Sharma’s message of reassurance came after the leaders of the Texas Medical Center, including University of Texas Medical Branch interim President Ben Raimer, published an open letter warning of the potential strain on hospital capacity caused by the increase in COVID-19 hospitalizations.
Also Wednesday, the medical center published data saying its hospitals’ ICU capacity could be surpassed by Thursday and its entire capacity overwhelmed within two weeks if current trends persisted.
By Thursday morning, however, the same hospital officials were tempering their warnings and reassuring residents that things were in control.
“I think the Texas Medical Center’s purpose was to urge people to do the right thing in the community and to do so by talking about capacity,” said Marc Boom, CEO of Houston Methodist Hospital, during a news conference Thursday morning. “I think it ended up unintentionally sounding an alarm bell too loudly about capacity.”
The medical center’s hospitals “clearly have capacity,” Boom said.

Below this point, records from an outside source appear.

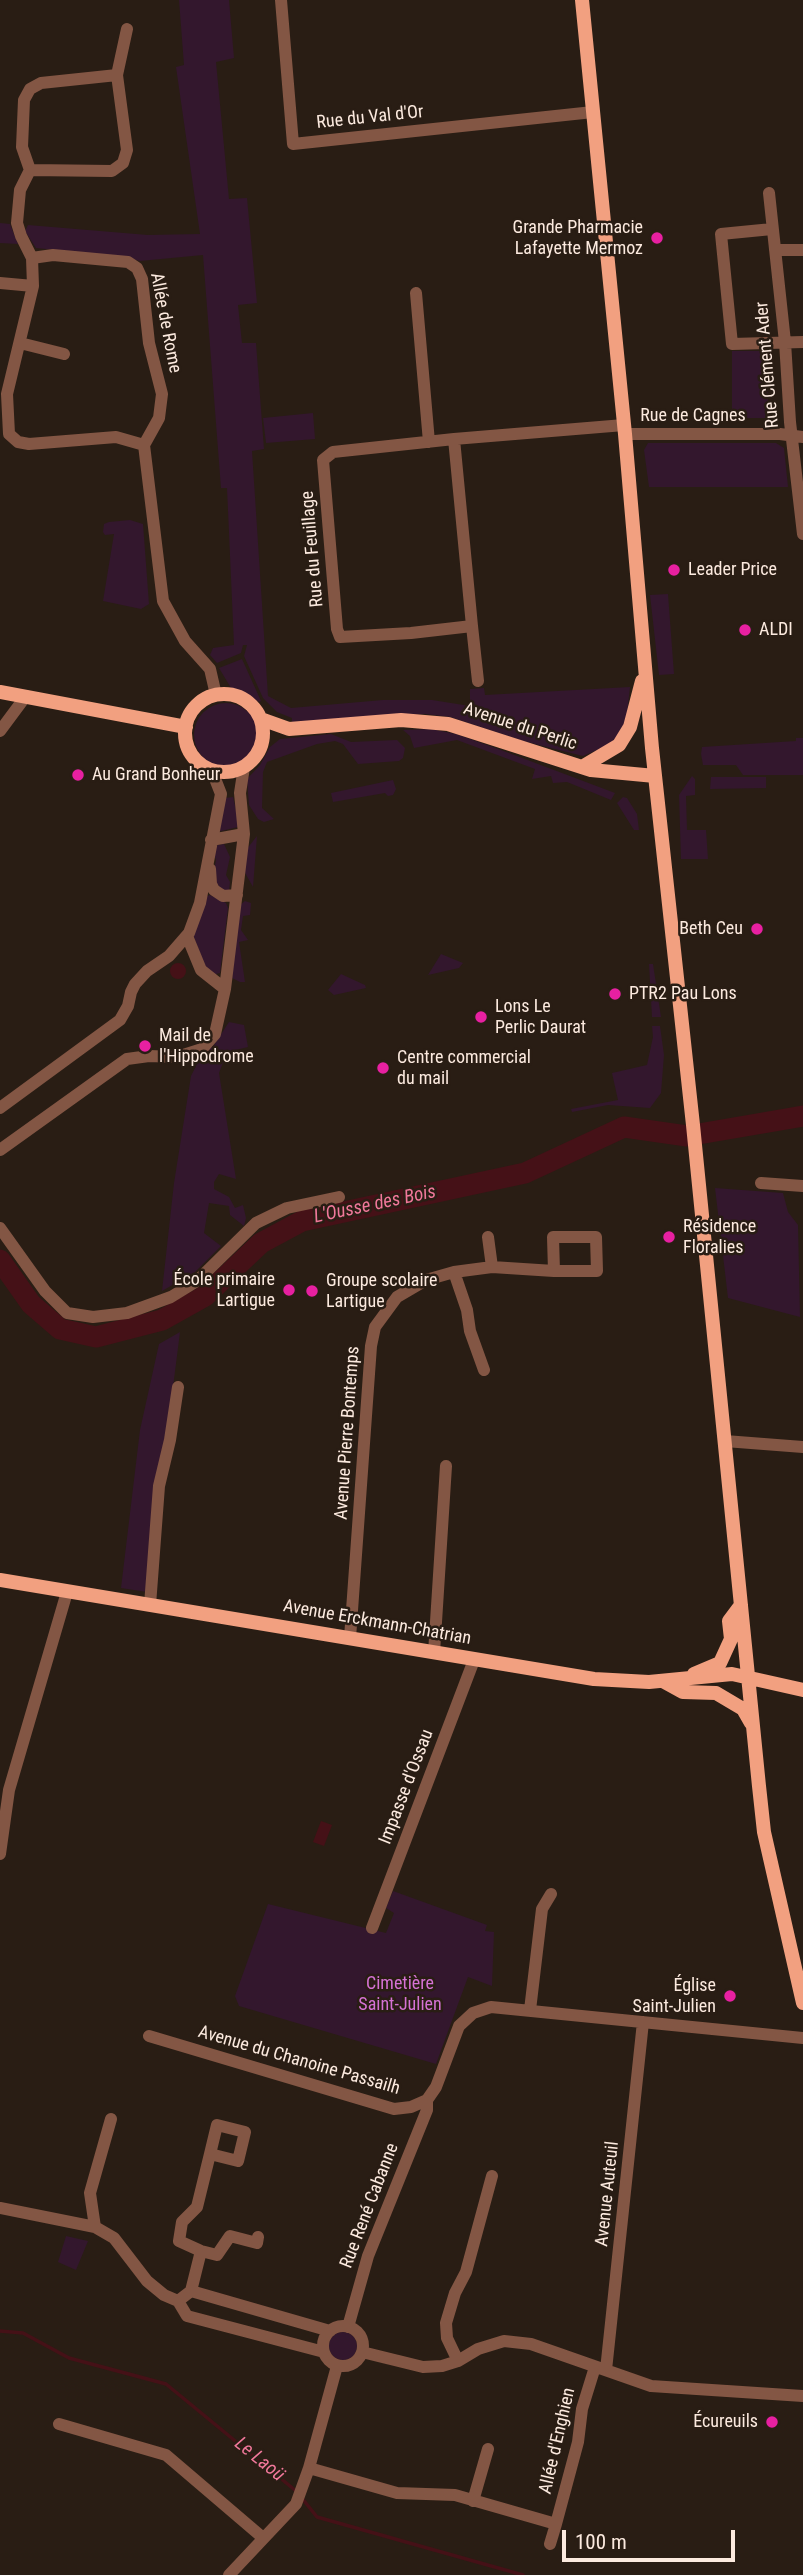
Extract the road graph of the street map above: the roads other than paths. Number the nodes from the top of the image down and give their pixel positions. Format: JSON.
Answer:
{"nodes":[{"id":1,"x":281,"y":0,"type":"edge"},
{"id":2,"x":582,"y":0,"type":"edge"},
{"id":3,"x":127,"y":29,"type":"dead end"},
{"id":4,"x":117,"y":75,"type":"junction"},
{"id":5,"x":593,"y":112,"type":"junction"},
{"id":6,"x":30,"y":170,"type":"junction"},
{"id":7,"x":769,"y":192,"type":"dead end"},
{"id":8,"x":772,"y":229,"type":"junction"},
{"id":9,"x":775,"y":250,"type":"junction"},
{"id":10,"x":803,"y":250,"type":"edge"},
{"id":11,"x":32,"y":258,"type":"junction"},
{"id":12,"x":0,"y":283,"type":"edge"},
{"id":13,"x":33,"y":286,"type":"junction"},
{"id":14,"x":416,"y":293,"type":"dead end"},
{"id":15,"x":785,"y":342,"type":"junction"},
{"id":16,"x":803,"y":342,"type":"edge"},
{"id":17,"x":20,"y":343,"type":"junction"},
{"id":18,"x":64,"y":354,"type":"dead end"},
{"id":19,"x":624,"y":429,"type":"junction"},
{"id":20,"x":4,"y":436,"type":"edge"},
{"id":21,"x":797,"y":436,"type":"edge"},
{"id":22,"x":454,"y":439,"type":"junction"},
{"id":23,"x":429,"y":442,"type":"junction"},
{"id":24,"x":144,"y":445,"type":"junction"},
{"id":25,"x":803,"y":534,"type":"edge"},
{"id":26,"x":472,"y":626,"type":"junction"},
{"id":27,"x":645,"y":670,"type":"junction"},
{"id":28,"x":478,"y":681,"type":"dead end"},
{"id":29,"x":0,"y":692,"type":"edge"},
{"id":30,"x":215,"y":695,"type":"junction"},
{"id":31,"x":26,"y":696,"type":"junction"},
{"id":32,"x":261,"y":719,"type":"junction"},
{"id":33,"x":186,"y":727,"type":"junction"},
{"id":34,"x":289,"y":729,"type":"junction"},
{"id":35,"x":0,"y":731,"type":"edge"},
{"id":36,"x":263,"y":743,"type":"junction"},
{"id":37,"x":244,"y":767,"type":"junction"},
{"id":38,"x":582,"y":767,"type":"junction"},
{"id":39,"x":212,"y":771,"type":"junction"},
{"id":40,"x":655,"y":776,"type":"junction"},
{"id":41,"x":244,"y":834,"type":"junction"},
{"id":42,"x":211,"y":839,"type":"junction"},
{"id":43,"x":208,"y":854,"type":"junction"},
{"id":44,"x":237,"y":895,"type":"junction"},
{"id":45,"x":187,"y":936,"type":"junction"},
{"id":46,"x":225,"y":989,"type":"junction"},
{"id":47,"x":0,"y":1108,"type":"edge"},
{"id":48,"x":0,"y":1150,"type":"edge"},
{"id":49,"x":761,"y":1183,"type":"dead end"},
{"id":50,"x":803,"y":1186,"type":"edge"},
{"id":51,"x":339,"y":1196,"type":"dead end"},
{"id":52,"x":0,"y":1228,"type":"edge"},
{"id":53,"x":488,"y":1237,"type":"dead end"},
{"id":54,"x":492,"y":1267,"type":"junction"},
{"id":55,"x":554,"y":1271,"type":"junction"},
{"id":56,"x":454,"y":1272,"type":"junction"},
{"id":57,"x":484,"y":1370,"type":"dead end"},
{"id":58,"x":178,"y":1387,"type":"dead end"},
{"id":59,"x":725,"y":1441,"type":"junction"},
{"id":60,"x":803,"y":1447,"type":"edge"},
{"id":61,"x":446,"y":1466,"type":"dead end"},
{"id":62,"x":0,"y":1580,"type":"edge"},
{"id":63,"x":67,"y":1592,"type":"junction"},
{"id":64,"x":150,"y":1605,"type":"junction"},
{"id":65,"x":741,"y":1605,"type":"junction"},
{"id":66,"x":350,"y":1638,"type":"junction"},
{"id":67,"x":434,"y":1653,"type":"junction"},
{"id":68,"x":474,"y":1660,"type":"junction"},
{"id":69,"x":749,"y":1678,"type":"junction"},
{"id":70,"x":684,"y":1679,"type":"junction"},
{"id":71,"x":663,"y":1681,"type":"junction"},
{"id":72,"x":803,"y":1690,"type":"edge"},
{"id":73,"x":753,"y":1726,"type":"junction"},
{"id":74,"x":0,"y":1854,"type":"edge"},
{"id":75,"x":551,"y":1894,"type":"dead end"},
{"id":76,"x":372,"y":1928,"type":"dead end"},
{"id":77,"x":802,"y":1998,"type":"edge"},
{"id":78,"x":530,"y":2010,"type":"junction"},
{"id":79,"x":643,"y":2022,"type":"junction"},
{"id":80,"x":149,"y":2036,"type":"dead end"},
{"id":81,"x":803,"y":2038,"type":"edge"},
{"id":82,"x":427,"y":2100,"type":"junction"},
{"id":83,"x":111,"y":2119,"type":"dead end"},
{"id":84,"x":210,"y":2154,"type":"dead end"},
{"id":85,"x":492,"y":2176,"type":"dead end"},
{"id":86,"x":0,"y":2208,"type":"edge"},
{"id":87,"x":95,"y":2227,"type":"junction"},
{"id":88,"x":258,"y":2236,"type":"dead end"},
{"id":89,"x":201,"y":2251,"type":"junction"},
{"id":90,"x":191,"y":2291,"type":"junction"},
{"id":91,"x":178,"y":2301,"type":"junction"},
{"id":92,"x":348,"y":2327,"type":"junction"},
{"id":93,"x":330,"y":2331,"type":"junction"},
{"id":94,"x":324,"y":2352,"type":"junction"},
{"id":95,"x":362,"y":2352,"type":"junction"},
{"id":96,"x":458,"y":2361,"type":"junction"},
{"id":97,"x":337,"y":2366,"type":"junction"},
{"id":98,"x":601,"y":2369,"type":"junction"},
{"id":99,"x":803,"y":2396,"type":"edge"},
{"id":100,"x":59,"y":2424,"type":"dead end"},
{"id":101,"x":488,"y":2449,"type":"dead end"},
{"id":102,"x":309,"y":2468,"type":"junction"},
{"id":103,"x":473,"y":2501,"type":"junction"},
{"id":104,"x":556,"y":2524,"type":"junction"},
{"id":105,"x":262,"y":2538,"type":"junction"},
{"id":106,"x":550,"y":2544,"type":"dead end"},
{"id":107,"x":229,"y":2575,"type":"edge"}],
"edges":[{"from":1,"to":5,"type":"street","name":"Rue du Val d'Or"},
{"from":2,"to":5,"type":"main road"},
{"from":3,"to":4,"type":"street"},
{"from":4,"to":6,"type":"street"},
{"from":4,"to":6,"type":"street"},
{"from":5,"to":19,"type":"main road"},
{"from":6,"to":11,"type":"street"},
{"from":7,"to":8,"type":"street","name":"Rue Clément Ader"},
{"from":8,"to":9,"type":"street","name":"Rue Clément Ader"},
{"from":8,"to":15,"type":"street"},
{"from":9,"to":10,"type":"street"},
{"from":9,"to":15,"type":"street","name":"Rue Clément Ader"},
{"from":11,"to":13,"type":"street"},
{"from":11,"to":24,"type":"street","name":"Allée de Rome"},
{"from":12,"to":13,"type":"street"},
{"from":13,"to":17,"type":"street"},
{"from":14,"to":23,"type":"street"},
{"from":15,"to":16,"type":"street"},
{"from":15,"to":21,"type":"street","name":"Rue Clément Ader"},
{"from":17,"to":18,"type":"street"},
{"from":17,"to":20,"type":"street"},
{"from":19,"to":21,"type":"street","name":"Rue de Cagnes"},
{"from":19,"to":22,"type":"street","name":"Rue du Feuillage"},
{"from":19,"to":27,"type":"main road"},
{"from":20,"to":24,"type":"street"},
{"from":21,"to":25,"type":"street","name":"Rue Clément Ader"},
{"from":22,"to":23,"type":"street","name":"Rue du Feuillage"},
{"from":22,"to":26,"type":"street"},
{"from":23,"to":26,"type":"street","name":"Rue du Feuillage"},
{"from":24,"to":30,"type":"street"},
{"from":26,"to":28,"type":"street"},
{"from":27,"to":38,"type":"main road"},
{"from":27,"to":40,"type":"main road"},
{"from":29,"to":31,"type":"main road"},
{"from":30,"to":32,"type":"main road"},
{"from":30,"to":33,"type":"main road"},
{"from":31,"to":33,"type":"main road"},
{"from":31,"to":35,"type":"street"},
{"from":32,"to":34,"type":"main road","name":"Avenue du Perlic"},
{"from":32,"to":36,"type":"main road"},
{"from":33,"to":39,"type":"main road"},
{"from":34,"to":36,"type":"main road","name":"Avenue du Perlic"},
{"from":34,"to":38,"type":"main road","name":"Avenue du Perlic"},
{"from":36,"to":37,"type":"main road"},
{"from":37,"to":39,"type":"main road"},
{"from":37,"to":41,"type":"street"},
{"from":38,"to":40,"type":"main road","name":"Avenue du Perlic"},
{"from":39,"to":42,"type":"street"},
{"from":40,"to":59,"type":"main road"},
{"from":41,"to":42,"type":"street"},
{"from":41,"to":44,"type":"street"},
{"from":42,"to":43,"type":"street"},
{"from":43,"to":44,"type":"street"},
{"from":43,"to":45,"type":"street"},
{"from":44,"to":46,"type":"street"},
{"from":45,"to":46,"type":"street"},
{"from":45,"to":47,"type":"street"},
{"from":46,"to":48,"type":"street"},
{"from":49,"to":50,"type":"street"},
{"from":51,"to":52,"type":"street"},
{"from":53,"to":54,"type":"street"},
{"from":54,"to":55,"type":"street","name":"Avenue Pierre Bontemps"},
{"from":54,"to":56,"type":"street","name":"Avenue Pierre Bontemps"},
{"from":55,"to":55,"type":"street","name":"Avenue Pierre Bontemps"},
{"from":56,"to":57,"type":"street"},
{"from":56,"to":66,"type":"street","name":"Avenue Pierre Bontemps"},
{"from":58,"to":64,"type":"street"},
{"from":59,"to":60,"type":"street"},
{"from":59,"to":65,"type":"main road"},
{"from":61,"to":67,"type":"street"},
{"from":62,"to":63,"type":"main road","name":"Avenue Erckmann-Chatrian"},
{"from":63,"to":64,"type":"main road","name":"Avenue Erckmann-Chatrian"},
{"from":63,"to":74,"type":"street"},
{"from":64,"to":66,"type":"main road","name":"Avenue Erckmann-Chatrian"},
{"from":65,"to":69,"type":"main road"},
{"from":65,"to":70,"type":"main road"},
{"from":66,"to":67,"type":"main road","name":"Avenue Erckmann-Chatrian"},
{"from":67,"to":68,"type":"main road","name":"Avenue Erckmann-Chatrian"},
{"from":68,"to":71,"type":"main road","name":"Avenue Erckmann-Chatrian"},
{"from":68,"to":76,"type":"street","name":"Impasse d'Ossau"},
{"from":69,"to":70,"type":"main road","name":"Avenue Erckmann-Chatrian"},
{"from":69,"to":72,"type":"main road","name":"Avenue Erckmann-Chatrian"},
{"from":69,"to":73,"type":"main road"},
{"from":70,"to":71,"type":"main road","name":"Avenue Erckmann-Chatrian"},
{"from":71,"to":73,"type":"main road"},
{"from":73,"to":77,"type":"main road"},
{"from":75,"to":78,"type":"street"},
{"from":78,"to":79,"type":"street"},
{"from":78,"to":82,"type":"street"},
{"from":79,"to":81,"type":"street"},
{"from":79,"to":98,"type":"street","name":"Avenue Auteuil"},
{"from":80,"to":82,"type":"street","name":"Avenue du Chanoine Passailh"},
{"from":82,"to":92,"type":"street","name":"Rue René Cabanne"},
{"from":83,"to":87,"type":"street"},
{"from":84,"to":89,"type":"street"},
{"from":85,"to":96,"type":"street"},
{"from":86,"to":87,"type":"street"},
{"from":87,"to":91,"type":"street"},
{"from":88,"to":89,"type":"street"},
{"from":89,"to":90,"type":"street"},
{"from":90,"to":91,"type":"street"},
{"from":90,"to":93,"type":"street"},
{"from":91,"to":94,"type":"street"},
{"from":92,"to":93,"type":"street"},
{"from":92,"to":95,"type":"street"},
{"from":93,"to":94,"type":"street"},
{"from":94,"to":97,"type":"street"},
{"from":95,"to":96,"type":"street"},
{"from":95,"to":97,"type":"street"},
{"from":96,"to":98,"type":"street"},
{"from":97,"to":102,"type":"street"},
{"from":98,"to":99,"type":"street"},
{"from":98,"to":104,"type":"street","name":"Allée d'Enghien"},
{"from":100,"to":105,"type":"street"},
{"from":101,"to":103,"type":"street"},
{"from":102,"to":103,"type":"street","name":"Allée d'Enghien"},
{"from":102,"to":105,"type":"street"},
{"from":103,"to":104,"type":"street","name":"Allée d'Enghien"},
{"from":104,"to":106,"type":"street","name":"Allée d'Enghien"},
{"from":105,"to":107,"type":"street"}]}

That point was reiterated by David Callender, the president and CEO of Memorial Hermann Health System.
“This pandemic is not eclipsing our capabilities,” Callender said. “Our hospitals have the capacity, staff and supplies to meet the health care needs of our community.”
Interpreting the publicly published data about the strain on Galveston County hospitals is sometimes an effort in divination.
Various sources report on the daily status of hospitalizations, although the data is frequently presented as part of a larger region — or excludes data about how busy local hospitals are.
The Galveston County Health District has reported that 34 county residents were hospitalized every day from June 18 to June 25. The district’s figures report the number of people with Galveston County addresses who have been hospitalized.
At the same time, the Southeast Texas Regional Advisory Council reported the number of people hospitalized by COVID-19 in Galveston County facilities had increased from 85 people on June 18 to 149 people on June 25.
“As a member of the community, I would use that data to say to myself that COVID is really taxing the hospitals in the Galveston area,” said Darrell Pile, the CEO of the advisory council.
The council is a state-created independent organization that helps direct regional disaster responses, Pile said.
What data is available consistently shows there has been an increase in local hospitalizations from COVID-19 since the middle of May. The increase in hospitalizations corresponds with the increases in the total number of cases in the county.
Hospitalizations in Galveston County have not risen at the same rate as new cases are appearing, however.
Whereas the number of total cases of COVID-19 in Galveston County has increased by more than 200 percent since Memorial Day, the average number of people being treated in local hospitals on a daily basis has increased by 34 percent.
Officials have attributed the lower hospitalization rate to the fact that a larger number of people recently diagnosed with the virus have been under the age of 40.